#### Work order:
Please reproduce every record, keeping each one exactly as written.

#### Provided information:
☆ ☆ ☆

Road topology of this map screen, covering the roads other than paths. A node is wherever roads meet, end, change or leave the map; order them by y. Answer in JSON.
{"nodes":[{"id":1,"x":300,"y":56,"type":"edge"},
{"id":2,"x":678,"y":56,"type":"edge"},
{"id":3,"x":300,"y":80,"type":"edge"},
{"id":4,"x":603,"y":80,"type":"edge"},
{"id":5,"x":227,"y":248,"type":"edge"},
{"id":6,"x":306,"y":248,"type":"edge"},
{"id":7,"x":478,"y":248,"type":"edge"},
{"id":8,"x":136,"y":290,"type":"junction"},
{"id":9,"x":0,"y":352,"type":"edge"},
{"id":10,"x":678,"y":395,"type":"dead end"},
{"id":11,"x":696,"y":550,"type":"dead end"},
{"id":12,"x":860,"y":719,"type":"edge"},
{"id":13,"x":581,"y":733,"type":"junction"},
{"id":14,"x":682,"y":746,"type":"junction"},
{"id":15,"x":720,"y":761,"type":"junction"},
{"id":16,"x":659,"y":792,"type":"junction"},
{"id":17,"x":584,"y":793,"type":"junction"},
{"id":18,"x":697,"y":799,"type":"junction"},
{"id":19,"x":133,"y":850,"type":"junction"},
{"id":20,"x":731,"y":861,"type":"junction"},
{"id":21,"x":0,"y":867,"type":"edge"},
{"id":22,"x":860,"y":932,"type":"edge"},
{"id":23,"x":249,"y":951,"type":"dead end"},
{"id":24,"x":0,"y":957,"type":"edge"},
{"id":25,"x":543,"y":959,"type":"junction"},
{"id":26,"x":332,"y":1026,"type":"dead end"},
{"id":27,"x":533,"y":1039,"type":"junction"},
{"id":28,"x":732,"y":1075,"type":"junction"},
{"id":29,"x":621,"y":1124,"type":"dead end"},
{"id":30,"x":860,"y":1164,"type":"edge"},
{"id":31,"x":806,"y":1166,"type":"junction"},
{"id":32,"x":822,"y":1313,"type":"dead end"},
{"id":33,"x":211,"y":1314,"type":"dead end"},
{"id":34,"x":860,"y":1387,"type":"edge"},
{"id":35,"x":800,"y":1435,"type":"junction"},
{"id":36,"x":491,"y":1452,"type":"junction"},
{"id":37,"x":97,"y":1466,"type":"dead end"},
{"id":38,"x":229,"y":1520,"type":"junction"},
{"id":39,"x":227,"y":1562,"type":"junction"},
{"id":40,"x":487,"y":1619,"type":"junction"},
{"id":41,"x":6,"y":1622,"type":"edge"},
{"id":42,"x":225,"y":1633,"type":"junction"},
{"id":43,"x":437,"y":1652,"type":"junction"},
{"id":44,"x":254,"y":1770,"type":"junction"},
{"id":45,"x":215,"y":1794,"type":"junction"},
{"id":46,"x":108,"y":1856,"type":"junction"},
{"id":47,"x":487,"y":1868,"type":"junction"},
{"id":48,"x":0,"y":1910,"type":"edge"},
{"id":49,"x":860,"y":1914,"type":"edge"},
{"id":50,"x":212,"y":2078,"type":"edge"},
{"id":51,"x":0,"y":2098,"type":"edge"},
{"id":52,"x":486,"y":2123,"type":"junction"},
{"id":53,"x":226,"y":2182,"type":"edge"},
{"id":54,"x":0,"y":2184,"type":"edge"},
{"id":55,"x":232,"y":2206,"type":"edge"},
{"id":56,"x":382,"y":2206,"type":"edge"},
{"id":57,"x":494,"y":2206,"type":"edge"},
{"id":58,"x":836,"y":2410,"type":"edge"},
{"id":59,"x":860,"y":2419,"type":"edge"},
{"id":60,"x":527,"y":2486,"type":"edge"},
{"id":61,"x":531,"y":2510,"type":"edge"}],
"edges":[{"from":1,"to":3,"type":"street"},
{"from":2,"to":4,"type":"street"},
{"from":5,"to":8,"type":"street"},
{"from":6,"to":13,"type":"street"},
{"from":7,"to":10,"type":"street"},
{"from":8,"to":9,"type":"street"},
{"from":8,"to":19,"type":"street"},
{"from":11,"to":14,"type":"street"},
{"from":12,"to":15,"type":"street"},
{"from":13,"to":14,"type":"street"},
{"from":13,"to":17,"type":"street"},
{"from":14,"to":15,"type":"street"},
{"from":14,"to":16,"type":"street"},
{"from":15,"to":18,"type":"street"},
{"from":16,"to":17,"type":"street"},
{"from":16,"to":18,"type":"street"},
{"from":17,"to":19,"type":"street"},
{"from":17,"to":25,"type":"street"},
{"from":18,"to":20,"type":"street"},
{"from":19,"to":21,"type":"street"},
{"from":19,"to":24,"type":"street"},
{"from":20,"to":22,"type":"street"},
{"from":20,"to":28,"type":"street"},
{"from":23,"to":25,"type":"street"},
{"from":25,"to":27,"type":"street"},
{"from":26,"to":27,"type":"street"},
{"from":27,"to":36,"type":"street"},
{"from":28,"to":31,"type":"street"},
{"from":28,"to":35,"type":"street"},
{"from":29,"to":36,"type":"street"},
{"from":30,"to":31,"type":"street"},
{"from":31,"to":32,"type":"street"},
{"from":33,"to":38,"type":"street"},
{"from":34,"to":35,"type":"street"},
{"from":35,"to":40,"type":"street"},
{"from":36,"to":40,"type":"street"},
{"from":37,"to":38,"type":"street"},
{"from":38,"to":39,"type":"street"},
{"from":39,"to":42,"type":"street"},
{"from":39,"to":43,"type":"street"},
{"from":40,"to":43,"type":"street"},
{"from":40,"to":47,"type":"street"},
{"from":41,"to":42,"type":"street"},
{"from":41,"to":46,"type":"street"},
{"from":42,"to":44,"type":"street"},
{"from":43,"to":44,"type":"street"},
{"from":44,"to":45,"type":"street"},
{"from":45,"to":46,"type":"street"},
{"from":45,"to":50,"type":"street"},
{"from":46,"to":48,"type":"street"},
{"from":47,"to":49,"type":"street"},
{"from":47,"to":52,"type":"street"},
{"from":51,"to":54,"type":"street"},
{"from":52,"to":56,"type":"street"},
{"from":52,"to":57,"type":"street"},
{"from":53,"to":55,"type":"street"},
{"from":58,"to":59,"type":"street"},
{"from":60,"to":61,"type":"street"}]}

☆ ☆ ☆

#### Answer box:
Road topology of this map screen, covering the roads other than paths. A node is wherever roads meet, end, change or leave the map; order them by y. Answer in JSON.
{"nodes":[{"id":1,"x":300,"y":56,"type":"edge"},
{"id":2,"x":678,"y":56,"type":"edge"},
{"id":3,"x":300,"y":80,"type":"edge"},
{"id":4,"x":603,"y":80,"type":"edge"},
{"id":5,"x":227,"y":248,"type":"edge"},
{"id":6,"x":306,"y":248,"type":"edge"},
{"id":7,"x":478,"y":248,"type":"edge"},
{"id":8,"x":136,"y":290,"type":"junction"},
{"id":9,"x":0,"y":352,"type":"edge"},
{"id":10,"x":678,"y":395,"type":"dead end"},
{"id":11,"x":696,"y":550,"type":"dead end"},
{"id":12,"x":860,"y":719,"type":"edge"},
{"id":13,"x":581,"y":733,"type":"junction"},
{"id":14,"x":682,"y":746,"type":"junction"},
{"id":15,"x":720,"y":761,"type":"junction"},
{"id":16,"x":659,"y":792,"type":"junction"},
{"id":17,"x":584,"y":793,"type":"junction"},
{"id":18,"x":697,"y":799,"type":"junction"},
{"id":19,"x":133,"y":850,"type":"junction"},
{"id":20,"x":731,"y":861,"type":"junction"},
{"id":21,"x":0,"y":867,"type":"edge"},
{"id":22,"x":860,"y":932,"type":"edge"},
{"id":23,"x":249,"y":951,"type":"dead end"},
{"id":24,"x":0,"y":957,"type":"edge"},
{"id":25,"x":543,"y":959,"type":"junction"},
{"id":26,"x":332,"y":1026,"type":"dead end"},
{"id":27,"x":533,"y":1039,"type":"junction"},
{"id":28,"x":732,"y":1075,"type":"junction"},
{"id":29,"x":621,"y":1124,"type":"dead end"},
{"id":30,"x":860,"y":1164,"type":"edge"},
{"id":31,"x":806,"y":1166,"type":"junction"},
{"id":32,"x":822,"y":1313,"type":"dead end"},
{"id":33,"x":211,"y":1314,"type":"dead end"},
{"id":34,"x":860,"y":1387,"type":"edge"},
{"id":35,"x":800,"y":1435,"type":"junction"},
{"id":36,"x":491,"y":1452,"type":"junction"},
{"id":37,"x":97,"y":1466,"type":"dead end"},
{"id":38,"x":229,"y":1520,"type":"junction"},
{"id":39,"x":227,"y":1562,"type":"junction"},
{"id":40,"x":487,"y":1619,"type":"junction"},
{"id":41,"x":6,"y":1622,"type":"edge"},
{"id":42,"x":225,"y":1633,"type":"junction"},
{"id":43,"x":437,"y":1652,"type":"junction"},
{"id":44,"x":254,"y":1770,"type":"junction"},
{"id":45,"x":215,"y":1794,"type":"junction"},
{"id":46,"x":108,"y":1856,"type":"junction"},
{"id":47,"x":487,"y":1868,"type":"junction"},
{"id":48,"x":0,"y":1910,"type":"edge"},
{"id":49,"x":860,"y":1914,"type":"edge"},
{"id":50,"x":212,"y":2078,"type":"edge"},
{"id":51,"x":0,"y":2098,"type":"edge"},
{"id":52,"x":486,"y":2123,"type":"junction"},
{"id":53,"x":226,"y":2182,"type":"edge"},
{"id":54,"x":0,"y":2184,"type":"edge"},
{"id":55,"x":232,"y":2206,"type":"edge"},
{"id":56,"x":382,"y":2206,"type":"edge"},
{"id":57,"x":494,"y":2206,"type":"edge"},
{"id":58,"x":836,"y":2410,"type":"edge"},
{"id":59,"x":860,"y":2419,"type":"edge"},
{"id":60,"x":527,"y":2486,"type":"edge"},
{"id":61,"x":531,"y":2510,"type":"edge"}],
"edges":[{"from":1,"to":3,"type":"street"},
{"from":2,"to":4,"type":"street"},
{"from":5,"to":8,"type":"street"},
{"from":6,"to":13,"type":"street"},
{"from":7,"to":10,"type":"street"},
{"from":8,"to":9,"type":"street"},
{"from":8,"to":19,"type":"street"},
{"from":11,"to":14,"type":"street"},
{"from":12,"to":15,"type":"street"},
{"from":13,"to":14,"type":"street"},
{"from":13,"to":17,"type":"street"},
{"from":14,"to":15,"type":"street"},
{"from":14,"to":16,"type":"street"},
{"from":15,"to":18,"type":"street"},
{"from":16,"to":17,"type":"street"},
{"from":16,"to":18,"type":"street"},
{"from":17,"to":19,"type":"street"},
{"from":17,"to":25,"type":"street"},
{"from":18,"to":20,"type":"street"},
{"from":19,"to":21,"type":"street"},
{"from":19,"to":24,"type":"street"},
{"from":20,"to":22,"type":"street"},
{"from":20,"to":28,"type":"street"},
{"from":23,"to":25,"type":"street"},
{"from":25,"to":27,"type":"street"},
{"from":26,"to":27,"type":"street"},
{"from":27,"to":36,"type":"street"},
{"from":28,"to":31,"type":"street"},
{"from":28,"to":35,"type":"street"},
{"from":29,"to":36,"type":"street"},
{"from":30,"to":31,"type":"street"},
{"from":31,"to":32,"type":"street"},
{"from":33,"to":38,"type":"street"},
{"from":34,"to":35,"type":"street"},
{"from":35,"to":40,"type":"street"},
{"from":36,"to":40,"type":"street"},
{"from":37,"to":38,"type":"street"},
{"from":38,"to":39,"type":"street"},
{"from":39,"to":42,"type":"street"},
{"from":39,"to":43,"type":"street"},
{"from":40,"to":43,"type":"street"},
{"from":40,"to":47,"type":"street"},
{"from":41,"to":42,"type":"street"},
{"from":41,"to":46,"type":"street"},
{"from":42,"to":44,"type":"street"},
{"from":43,"to":44,"type":"street"},
{"from":44,"to":45,"type":"street"},
{"from":45,"to":46,"type":"street"},
{"from":45,"to":50,"type":"street"},
{"from":46,"to":48,"type":"street"},
{"from":47,"to":49,"type":"street"},
{"from":47,"to":52,"type":"street"},
{"from":51,"to":54,"type":"street"},
{"from":52,"to":56,"type":"street"},
{"from":52,"to":57,"type":"street"},
{"from":53,"to":55,"type":"street"},
{"from":58,"to":59,"type":"street"},
{"from":60,"to":61,"type":"street"}]}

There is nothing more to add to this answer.